→ **Required work**:
Return all lines from the entries below in which the word "HIDALGOS" is present.

[Records contained in a dataset]
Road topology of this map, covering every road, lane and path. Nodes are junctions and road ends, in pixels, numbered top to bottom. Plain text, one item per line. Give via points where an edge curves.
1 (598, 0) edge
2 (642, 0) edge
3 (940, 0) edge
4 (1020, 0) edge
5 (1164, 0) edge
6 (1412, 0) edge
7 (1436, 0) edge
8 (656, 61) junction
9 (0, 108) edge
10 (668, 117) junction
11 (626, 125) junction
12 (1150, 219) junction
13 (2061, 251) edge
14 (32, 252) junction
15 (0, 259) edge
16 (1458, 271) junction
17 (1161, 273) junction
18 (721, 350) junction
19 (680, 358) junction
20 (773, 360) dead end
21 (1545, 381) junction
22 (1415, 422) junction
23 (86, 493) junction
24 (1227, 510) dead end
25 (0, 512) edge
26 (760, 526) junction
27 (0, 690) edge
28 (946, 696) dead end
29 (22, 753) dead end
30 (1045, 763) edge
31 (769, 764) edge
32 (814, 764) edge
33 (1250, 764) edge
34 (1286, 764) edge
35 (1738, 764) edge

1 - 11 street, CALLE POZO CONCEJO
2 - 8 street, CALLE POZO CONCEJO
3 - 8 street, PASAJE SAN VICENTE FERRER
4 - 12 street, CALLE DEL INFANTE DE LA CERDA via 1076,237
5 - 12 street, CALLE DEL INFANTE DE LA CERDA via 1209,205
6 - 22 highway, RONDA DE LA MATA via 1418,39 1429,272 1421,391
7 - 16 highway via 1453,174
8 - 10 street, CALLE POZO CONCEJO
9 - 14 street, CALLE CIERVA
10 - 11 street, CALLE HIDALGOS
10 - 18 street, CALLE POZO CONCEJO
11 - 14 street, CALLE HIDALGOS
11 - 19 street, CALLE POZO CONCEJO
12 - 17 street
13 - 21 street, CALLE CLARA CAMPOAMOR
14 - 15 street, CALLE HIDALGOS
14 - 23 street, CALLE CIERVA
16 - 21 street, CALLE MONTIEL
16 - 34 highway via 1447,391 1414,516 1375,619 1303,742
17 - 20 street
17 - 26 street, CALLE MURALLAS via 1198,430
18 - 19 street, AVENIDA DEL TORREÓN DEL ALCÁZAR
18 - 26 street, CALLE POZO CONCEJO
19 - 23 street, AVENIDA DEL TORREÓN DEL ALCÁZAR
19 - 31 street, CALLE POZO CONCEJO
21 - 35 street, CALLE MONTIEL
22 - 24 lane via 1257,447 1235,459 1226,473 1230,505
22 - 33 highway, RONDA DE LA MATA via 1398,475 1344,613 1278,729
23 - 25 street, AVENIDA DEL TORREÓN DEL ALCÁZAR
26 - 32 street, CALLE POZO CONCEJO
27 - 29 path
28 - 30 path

→ **Answer to this task**:
10 - 11 street, CALLE HIDALGOS
11 - 14 street, CALLE HIDALGOS
14 - 15 street, CALLE HIDALGOS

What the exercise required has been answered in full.